A group of men climb into trucks and cars. They carry hedge shears, straw bags, and work gloves. The vehicles set out together for the fields, where the sacred ka’a tree awaits picking. The men work quickly, moving along lanes between the trees.

“I win, I win!” shouts Edmundo Rodríguez, as he dashes over to the truck with a filled bag of collected yerba — the first one during the 2022 harvest. His fellow pickers smile and let the middle-aged man enjoy his moment in the Sun.

“We’re locked in behind soy fields that pollute our waters and kill us off with pesticides.”

Every leaf picker hacks, picks, and gathers around 175 pounds of yerba. The leaves are collected in a bag and loaded onto a waiting truck. Every bag secures the leaf picker $3.50.

Leaf pickers’ salaries depend on market prices and global inflation trends. But the yerba mate industry also is marred by and somewhat depends on child labor and debt slavery. Social injustice runs deep in the industry: In the early 1900s, yerba plantations run by wealthy landowners exploited the local peoples for cheap labor, forcing pickers to live in abysmal quarters where they often went hungry and suffered disease outbreaks. Today, wealth inequality still mars the industry, but in collectives like Oñoirũ, the conditions are at least more humane.

Oñoirũ’s harvest of yerba mate is a drop in the ocean of Argentina, Brazil, and Paraguay’s collective annual production of 500,000 tons. That figure may soon grow — the Covid-19 pandemic saw an increase in yerba mate drinking across the Western world, especially as companies like Red Bull marketed the beverage’s purported health benefits with products like Red Bull’s “Organic Viva Mate.” Companies Perrier and Nestlé have even started producing bottled water that contains “yerba extracts.”

A reminder

At a time when more people discover yerba mate, the only limit seems to be an endless sky — but there is another problem that holds back the industry. Standing at the heart of a yerba mate field surrounded by genetically modified soybean plantations, it is easy to see the issue. Near the Oñoirũ fields, there are some dusty-looking plots where genetically modified soy is grown.

The industrialization of soy in Paraguay means the cultivation of Ilex Paraguariensis is sequestered to tiny pockets of land in a region that is also profoundly affected by climate change and soil degradation due to G.M.O. crops.

“The Stroessner dictatorship turned Paraguay into one huge prison — today, despite being a democracy on paper, we’re locked in behind soy fields that pollute our waters and kill us off with pesticides,” laments the yerba farmer Vega.

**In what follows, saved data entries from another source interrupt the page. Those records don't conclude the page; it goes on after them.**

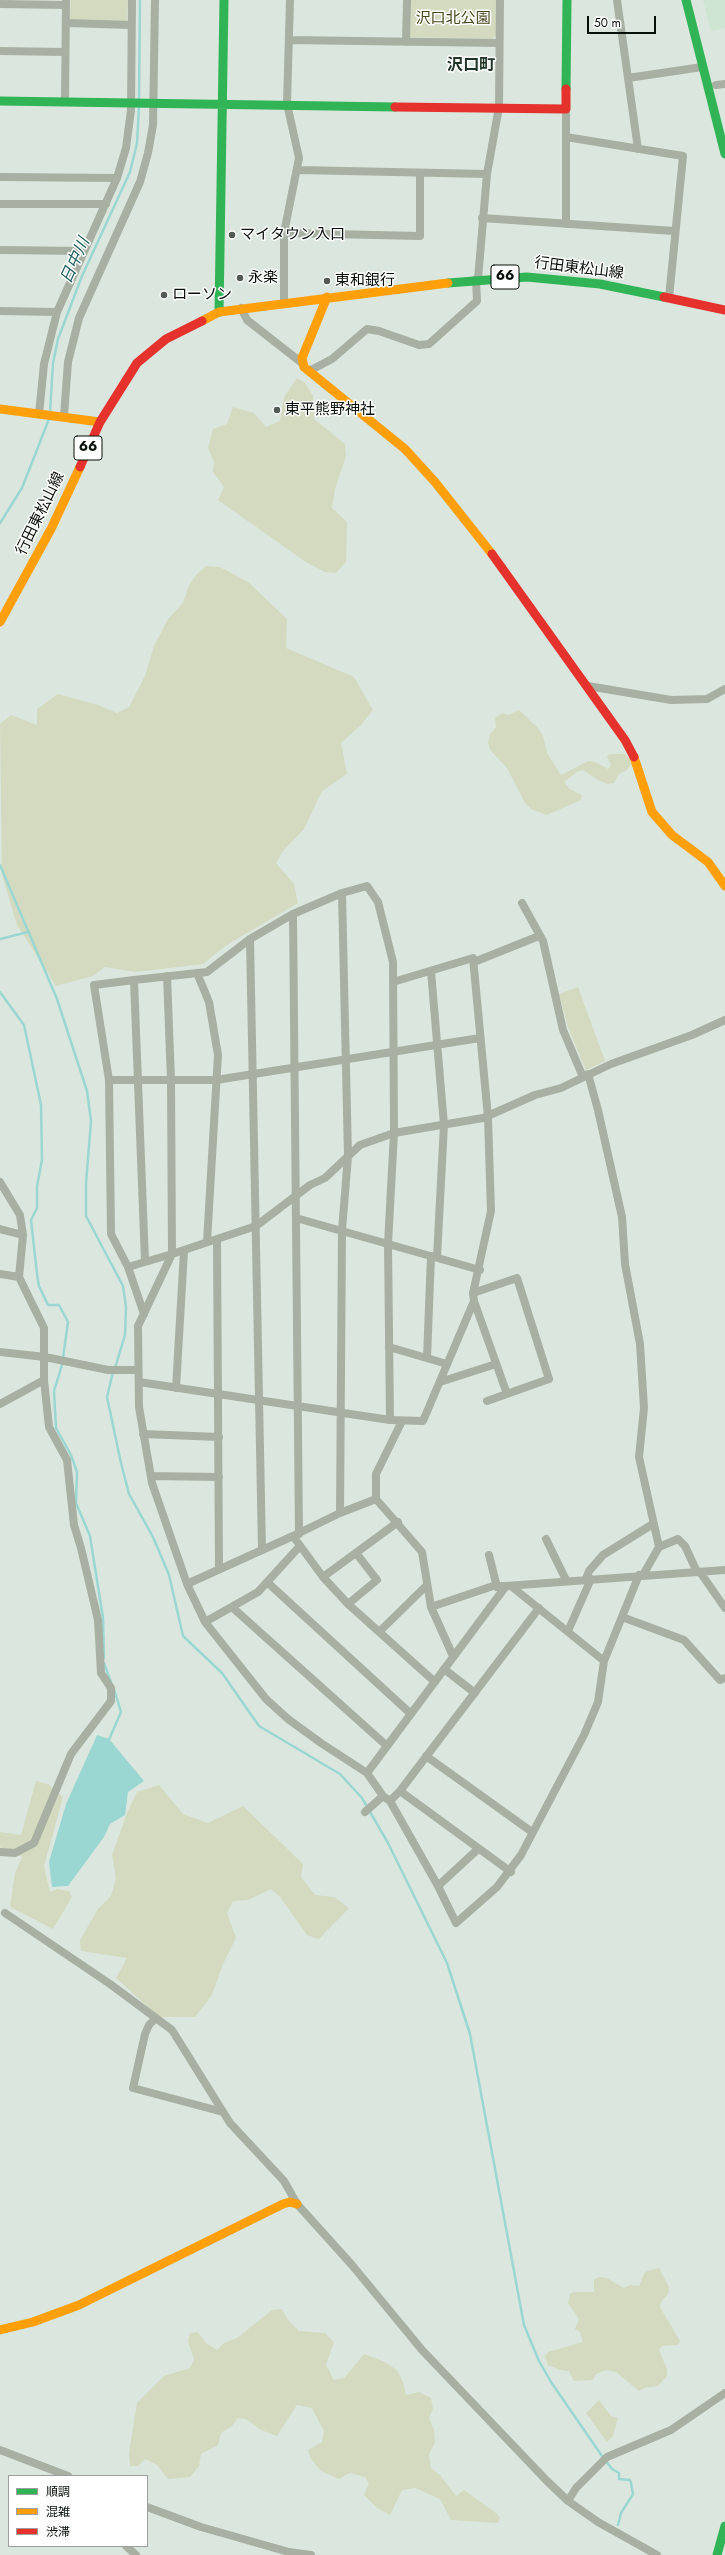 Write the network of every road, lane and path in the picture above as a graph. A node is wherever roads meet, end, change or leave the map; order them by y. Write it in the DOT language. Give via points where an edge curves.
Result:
graph roads {
  1 [pos="132,0"];
  2 [pos="155,0"];
  3 [pos="224,0"];
  4 [pos="290,0"];
  5 [pos="407,0"];
  6 [pos="500,0"];
  7 [pos="567,0"];
  8 [pos="618,0"];
  9 [pos="686,0"];
  10 [pos="694,0"];
  11 [pos="66,2"];
  12 [pos="0,4"];
  13 [pos="66,23"];
  14 [pos="132,25"];
  15 [pos="289,40"];
  16 [pos="406,42"];
  17 [pos="499,43"];
  18 [pos="0,51"];
  19 [pos="65,52"];
  20 [pos="702,67"];
  21 [pos="628,78"];
  22 [pos="720,84"];
  23 [pos="0,101"];
  24 [pos="65,102"];
  25 [pos="131,102"];
  26 [pos="154,103"];
  27 [pos="287,104"];
  28 [pos="223,106"];
  29 [pos="499,107"];
  30 [pos="566,109"];
  31 [pos="725,120"];
  32 [pos="566,137"];
  33 [pos="638,149"];
  34 [pos="725,154"];
  35 [pos="298,170"];
  36 [pos="420,173"];
  37 [pos="487,174"];
  38 [pos="0,177"];
  39 [pos="117,178"];
  40 [pos="0,204"];
  41 [pos="106,204"];
  42 [pos="482,218"];
  43 [pos="566,224"];
  44 [pos="674,231"];
  45 [pos="284,233"];
  46 [pos="0,250"];
  47 [pos="83,251"];
  48 [pos="477,279"];
  49 [pos="327,297"];
  50 [pos="669,298"];
  51 [pos="284,302"];
  52 [pos="241,308"];
  53 [pos="725,310"];
  54 [pos="0,311"];
  55 [pos="57,312"];
  56 [pos="219,312"];
  57 [pos="302,363"];
  58 [pos="308,371"];
  59 [pos="0,409"];
  60 [pos="39,414"];
  61 [pos="64,416"];
  62 [pos="100,422"];
  63 [pos="0,622"];
  64 [pos="588,686"];
  65 [pos="725,689"];
  66 [pos="725,886"];
  67 [pos="342,893"];
  68 [pos="522,903"];
  69 [pos="293,914"];
  70 [pos="539,936"];
  71 [pos="250,939"];
  72 [pos="474,962"];
  73 [pos="431,971"];
  74 [pos="197,973"];
  75 [pos="167,976"];
  76 [pos="134,980"];
  77 [pos="393,982"];
  78 [pos="725,1020"];
  79 [pos="480,1038"];
  80 [pos="437,1045"];
  81 [pos="393,1052"];
  82 [pos="346,1060"];
  83 [pos="295,1068"];
  84 [pos="254,1075"];
  85 [pos="585,1076"];
  86 [pos="109,1080"];
  87 [pos="171,1080"];
  88 [pos="216,1080"];
  89 [pos="138,1081"];
  90 [pos="488,1117"];
  91 [pos="444,1125"];
  92 [pos="394,1133"];
  93 [pos="348,1156"];
  94 [pos="1,1183"];
  95 [pos="296,1194"];
  96 [pos="296,1218"];
  97 [pos="256,1226"];
  98 [pos="0,1229"];
  99 [pos="342,1230"];
  100 [pos="23,1235"];
  101 [pos="218,1239"];
  102 [pos="207,1242"];
  103 [pos="388,1244"];
  104 [pos="184,1251"];
  105 [pos="172,1254"];
  106 [pos="434,1257"];
  107 [pos="145,1261"];
  108 [pos="128,1267"];
  109 [pos="480,1270"];
  110 [pos="0,1274"];
  111 [pos="19,1277"];
  112 [pos="474,1297"];
  113 [pos="144,1314"];
  114 [pos="389,1347"];
  115 [pos="0,1352"];
  116 [pos="45,1357"];
  117 [pos="427,1358"];
  118 [pos="447,1364"];
  119 [pos="496,1364"];
  120 [pos="138,1370"];
  121 [pos="44,1380"];
  122 [pos="139,1382"];
  123 [pos="440,1382"];
  124 [pos="176,1388"];
  125 [pos="218,1394"];
  126 [pos="506,1394"];
  127 [pos="257,1400"];
  128 [pos="487,1401"];
  129 [pos="0,1404"];
  130 [pos="298,1406"];
  131 [pos="340,1412"];
  132 [pos="390,1420"];
  133 [pos="402,1421"];
  134 [pos="143,1434"];
  135 [pos="219,1437"];
  136 [pos="151,1476"];
  137 [pos="219,1477"];
  138 [pos="376,1498"];
  139 [pos="340,1512"];
  140 [pos="398,1522"];
  141 [pos="653,1524"];
  142 [pos="296,1535"];
  143 [pos="546,1539"];
  144 [pos="299,1547"];
  145 [pos="658,1547"];
  146 [pos="262,1550"];
  147 [pos="356,1553"];
  148 [pos="489,1555"];
  149 [pos="219,1569"];
  150 [pos="725,1570"];
  151 [pos="699,1572"];
  152 [pos="641,1575"];
  153 [pos="323,1577"];
  154 [pos="588,1579"];
  155 [pos="566,1580"];
  156 [pos="267,1582"];
  157 [pos="187,1584"];
  158 [pos="427,1584"];
  159 [pos="497,1586"];
  160 [pos="508,1586"];
  161 [pos="348,1604"];
  162 [pos="431,1606"];
  163 [pos="233,1608"];
  164 [pos="539,1608"];
  165 [pos="725,1608"];
  166 [pos="622,1618"];
  167 [pos="206,1622"];
  168 [pos="568,1631"];
  169 [pos="379,1632"];
  170 [pos="453,1656"];
  171 [pos="604,1661"];
  172 [pos="444,1669"];
  173 [pos="725,1678"];
  174 [pos="435,1682"];
  175 [pos="475,1693"];
  176 [pos="411,1714"];
  177 [pos="387,1746"];
  178 [pos="426,1756"];
  179 [pos="367,1773"];
  180 [pos="400,1791"];
  181 [pos="387,1798"];
  182 [pos="365,1812"];
  183 [pos="532,1832"];
  184 [pos="478,1849"];
  185 [pos="0,1852"];
  186 [pos="511,1872"];
  187 [pos="438,1886"];
  188 [pos="5,1913"];
  189 [pos="156,2018"];
  190 [pos="223,2112"];
  191 [pos="297,2204"];
  192 [pos="0,2330"];
  193 [pos="725,2393"];
  194 [pos="0,2450"];
  195 [pos="65,2475"];
  196 [pos="568,2501"];
  197 [pos="148,2507"];
  198 [pos="725,2526"];
  199 [pos="127,2547"];
  200 [pos="288,2554"];
  201 [pos="136,2555"];
  202 [pos="311,2555"];
  203 [pos="657,2555"];
  204 [pos="717,2555"];
  1 -- 14 [label="street"];
  2 -- 26 [label="street"];
  3 -- 28 [label="main road"];
  4 -- 15 [label="street"];
  5 -- 16 [label="street"];
  6 -- 17 [label="street"];
  7 -- 30 [label="main road"];
  8 -- 21 [label="street"];
  9 -- 20 [label="main road"];
  10 -- 22 [label="main road"];
  11 -- 12 [label="street"];
  11 -- 13 [label="street"];
  13 -- 14 [label="street"];
  13 -- 19 [label="street"];
  14 -- 25 [label="street"];
  15 -- 16 [label="street"];
  15 -- 27 [label="street"];
  16 -- 17 [label="street"];
  17 -- 29 [label="street"];
  18 -- 19 [label="street"];
  19 -- 24 [label="street"];
  20 -- 21 [label="street"];
  20 -- 34 [label="main road"];
  21 -- 33 [label="street"];
  22 -- 31 [label="main road"];
  23 -- 24 [label="main road"];
  24 -- 25 [label="main road"];
  25 -- 26 [label="main road"];
  25 -- 39 [label="street" via="129,131"];
  26 -- 28 [label="main road"];
  26 -- 61 [label="street" via="150,146 140,182 79,318 68,362"];
  27 -- 28 [label="main road"];
  27 -- 29 [label="main road"];
  27 -- 35 [label="street" via="299,158"];
  28 -- 56 [label="main road"];
  29 -- 30 [label="main road"];
  29 -- 37 [label="street"];
  30 -- 32 [label="street"];
  32 -- 33 [label="street"];
  32 -- 43 [label="street"];
  33 -- 44 [label="street" via="683,156"];
  35 -- 36 [label="street"];
  35 -- 45 [label="street"];
  36 -- 37 [label="street"];
  36 -- 45 [label="street" via="420,236"];
  37 -- 42 [label="street"];
  38 -- 39 [label="street"];
  39 -- 41 [label="street"];
  40 -- 41 [label="street"];
  41 -- 47 [label="street"];
  42 -- 43 [label="street"];
  42 -- 48 [label="street"];
  43 -- 44 [label="street"];
  44 -- 50 [label="street"];
  45 -- 51 [label="street"];
  46 -- 47 [label="street"];
  47 -- 55 [label="street"];
  48 -- 49 [label="main road, 行田東松山線 / 66"];
  48 -- 50 [label="main road, 行田東松山線 / 66" via="564,278"];
  48 -- 58 [label="street" via="476,301 429,344 418,345 379,330 367,329 332,359"];
  49 -- 51 [label="main road, 行田東松山線 / 66"];
  49 -- 57 [label="main road"];
  50 -- 53 [label="main road, 行田東松山線 / 66"];
  51 -- 52 [label="main road, 行田東松山線 / 66"];
  52 -- 56 [label="main road, 行田東松山線 / 66"];
  52 -- 57 [label="street" via="247,320"];
  54 -- 55 [label="street"];
  55 -- 60 [label="street" via="44,364"];
  56 -- 62 [label="main road, 行田東松山線 / 66" via="166,339 138,363"];
  57 -- 58 [label="main road"];
  58 -- 64 [label="main road" via="405,449 419,464 512,579"];
  59 -- 60 [label="main road"];
  60 -- 61 [label="main road"];
  61 -- 62 [label="main road"];
  62 -- 63 [label="main road, 行田東松山線 / 66" via="52,529"];
  64 -- 65 [label="street" via="671,700 707,698"];
  64 -- 66 [label="main road" via="636,761 652,812 672,835 708,862"];
  67 -- 69 [label="street"];
  67 -- 77 [label="street" via="367,886 378,902 390,943"];
  67 -- 82 [label="street"];
  68 -- 70 [label="street"];
  69 -- 71 [label="street"];
  69 -- 83 [label="street"];
  70 -- 72 [label="street"];
  70 -- 85 [label="street" via="543,941 556,989 563,1030"];
  71 -- 74 [label="street" via="207,972"];
  71 -- 84 [label="street"];
  72 -- 73 [label="street" via="473,958"];
  72 -- 79 [label="street"];
  73 -- 77 [label="street"];
  73 -- 80 [label="street"];
  74 -- 75 [label="street"];
  74 -- 88 [label="street" via="209,1002 218,1055"];
  75 -- 76 [label="street"];
  75 -- 87 [label="street"];
  76 -- 86 [label="street" via="94,985"];
  76 -- 89 [label="street"];
  77 -- 81 [label="street"];
  78 -- 85 [label="street"];
  79 -- 80 [label="street"];
  79 -- 90 [label="street"];
  80 -- 81 [label="street"];
  80 -- 91 [label="street"];
  81 -- 82 [label="street"];
  81 -- 92 [label="street"];
  82 -- 83 [label="street"];
  82 -- 93 [label="street"];
  83 -- 84 [label="street"];
  83 -- 95 [label="street"];
  84 -- 88 [label="street"];
  84 -- 97 [label="street"];
  85 -- 90 [label="street" via="561,1088 511,1105"];
  85 -- 141 [label="street" via="598,1110 622,1217 625,1264 643,1376 644,1408 639,1457"];
  86 -- 89 [label="street"];
  86 -- 108 [label="street" via="111,1234"];
  87 -- 88 [label="street"];
  87 -- 89 [label="street"];
  87 -- 105 [label="street"];
  88 -- 102 [label="street"];
  89 -- 107 [label="street"];
  90 -- 91 [label="street"];
  90 -- 109 [label="street" via="491,1211"];
  91 -- 92 [label="street"];
  91 -- 106 [label="street"];
  92 -- 93 [label="street" via="360,1145"];
  92 -- 103 [label="street"];
  93 -- 95 [label="street" via="325,1178"];
  93 -- 99 [label="street"];
  94 -- 100 [label="street" via="20,1216"];
  95 -- 96 [label="street"];
  95 -- 97 [label="street"];
  96 -- 99 [label="street"];
  96 -- 130 [label="street"];
  97 -- 101 [label="street"];
  97 -- 127 [label="street"];
  98 -- 100 [label="street"];
  99 -- 103 [label="street"];
  99 -- 131 [label="street"];
  100 -- 111 [label="street"];
  101 -- 102 [label="street"];
  101 -- 125 [label="street"];
  102 -- 104 [label="street"];
  103 -- 106 [label="street"];
  103 -- 114 [label="street"];
  104 -- 105 [label="street"];
  104 -- 124 [label="street"];
  105 -- 107 [label="street"];
  105 -- 113 [label="street"];
  106 -- 109 [label="street"];
  106 -- 117 [label="street"];
  107 -- 108 [label="street"];
  108 -- 113 [label="street"];
  109 -- 112 [label="street"];
  110 -- 111 [label="street"];
  111 -- 116 [label="street" via="44,1328"];
  112 -- 118 [label="street"];
  112 -- 119 [label="street"];
  112 -- 126 [label="street" via="517,1278 549,1379"];
  113 -- 120 [label="street" via="138,1326"];
  114 -- 117 [label="street"];
  114 -- 132 [label="street"];
  115 -- 116 [label="street"];
  116 -- 120 [label="street" via="108,1370"];
  116 -- 121 [label="street"];
  117 -- 118 [label="street"];
  118 -- 123 [label="street"];
  119 -- 123 [label="street"];
  119 -- 126 [label="street"];
  120 -- 122 [label="street"];
  121 -- 129 [label="street"];
  121 -- 185 [label="street" via="49,1427 67,1460 74,1525 98,1620 101,1673 111,1688 111,1701 71,1754 34,1843 15,1853"];
  122 -- 124 [label="street"];
  122 -- 134 [label="street"];
  123 -- 133 [label="street" via="424,1421"];
  124 -- 125 [label="street"];
  125 -- 127 [label="street"];
  125 -- 135 [label="street"];
  126 -- 128 [label="street"];
  127 -- 130 [label="street"];
  127 -- 146 [label="street"];
  130 -- 131 [label="street"];
  130 -- 142 [label="street"];
  131 -- 132 [label="street"];
  131 -- 139 [label="street"];
  132 -- 133 [label="street"];
  133 -- 138 [label="street" via="376,1474"];
  134 -- 135 [label="street"];
  134 -- 136 [label="street"];
  135 -- 137 [label="street"];
  136 -- 137 [label="street"];
  136 -- 157 [label="street"];
  137 -- 149 [label="street"];
  138 -- 139 [label="street"];
  138 -- 140 [label="street"];
  139 -- 142 [label="street"];
  140 -- 147 [label="street"];
  140 -- 158 [label="street" via="422,1552"];
  141 -- 145 [label="street"];
  141 -- 154 [label="street" via="603,1555 589,1571"];
  142 -- 144 [label="street"];
  142 -- 146 [label="street"];
  143 -- 155 [label="street"];
  144 -- 153 [label="street"];
  144 -- 156 [label="street"];
  145 -- 151 [label="street" via="678,1539 685,1546"];
  145 -- 152 [label="street"];
  146 -- 149 [label="street"];
  147 -- 153 [label="street"];
  147 -- 161 [label="street" via="377,1580"];
  148 -- 159 [label="street"];
  149 -- 157 [label="street"];
  150 -- 151 [label="street"];
  151 -- 152 [label="street"];
  151 -- 165 [label="street"];
  152 -- 154 [label="street"];
  152 -- 166 [label="street"];
  153 -- 161 [label="street"];
  154 -- 155 [label="street"];
  154 -- 168 [label="street"];
  155 -- 160 [label="street"];
  156 -- 163 [label="street" via="258,1592"];
  156 -- 176 [label="street"];
  157 -- 167 [label="street"];
  158 -- 162 [label="street"];
  158 -- 169 [label="street"];
  159 -- 160 [label="street"];
  159 -- 162 [label="street"];
  160 -- 164 [label="street"];
  160 -- 170 [label="street"];
  161 -- 169 [label="street"];
  162 -- 170 [label="street"];
  163 -- 167 [label="street"];
  163 -- 177 [label="street"];
  164 -- 168 [label="street"];
  164 -- 175 [label="street"];
  166 -- 171 [label="street"];
  166 -- 173 [label="street" via="684,1640 720,1680"];
  167 -- 179 [label="street" via="266,1699 310,1735"];
  168 -- 171 [label="street"];
  169 -- 174 [label="street"];
  170 -- 172 [label="street"];
  171 -- 183 [label="street" via="598,1702 584,1735"];
  172 -- 174 [label="street"];
  172 -- 175 [label="street"];
  174 -- 176 [label="street"];
  175 -- 178 [label="street"];
  176 -- 177 [label="street"];
  177 -- 179 [label="street"];
  178 -- 180 [label="street"];
  178 -- 183 [label="street"];
  179 -- 181 [label="street"];
  180 -- 181 [label="street"];
  180 -- 184 [label="street"];
  181 -- 182 [label="street"];
  181 -- 187 [label="street"];
  183 -- 186 [label="street"];
  184 -- 186 [label="street"];
  184 -- 187 [label="street"];
  186 -- 187 [label="street" via="456,1923"];
  188 -- 189 [label="street" via="98,1975"];
  189 -- 190 [label="street" via="172,2030"];
  189 -- 190 [label="street" via="148,2026 145,2034 133,2088"];
  190 -- 191 [label="street" via="230,2123 284,2181"];
  191 -- 192 [label="main road" via="283,2204 79,2305 33,2322"];
  191 -- 196 [label="street" via="352,2265 422,2350"];
  193 -- 196 [label="street" via="671,2430 607,2457 576,2488"];
  194 -- 195 [label="street"];
  196 -- 203 [label="street" via="598,2522"];
  197 -- 200 [label="street"];
  198 -- 204 [label="main road"];
  199 -- 201 [label="street"];
  200 -- 202 [label="street"];
}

“People around here know what poverty looks like; we’ve all stared right down into its abyss,” says Vega. But today, the farmers can at least celebrate the riches they do have: A bountiful yerba harvest and a reminder of their shared Paraguayan identity.

Rice, vegetables, and potatoes are served with chicken and pork at the communal lunch back at Oñoirũ’s headquarters. Later, Vega and Bustamante share a tereré, a cold cup of yerba mate sometimes infused with other herbs, and they recall their lives before Oñoirũ amid the Stroessner dictatorship.

Free speech was non-existent, and any opposition to the regime was met with brutality and force. But still, every day in the dawn light, people like Vega and Bustamante made fires to boil water and prepared gourds with yerba twigs and branches — a small ritual that meant much more.

“Yerba mate offered a glimpse of normalness for us,” says Vega. “It reminded us of who we are.”

“It was the only time you were truly free,” says Bustamante.

This is part one in a three-part series: Landlocked.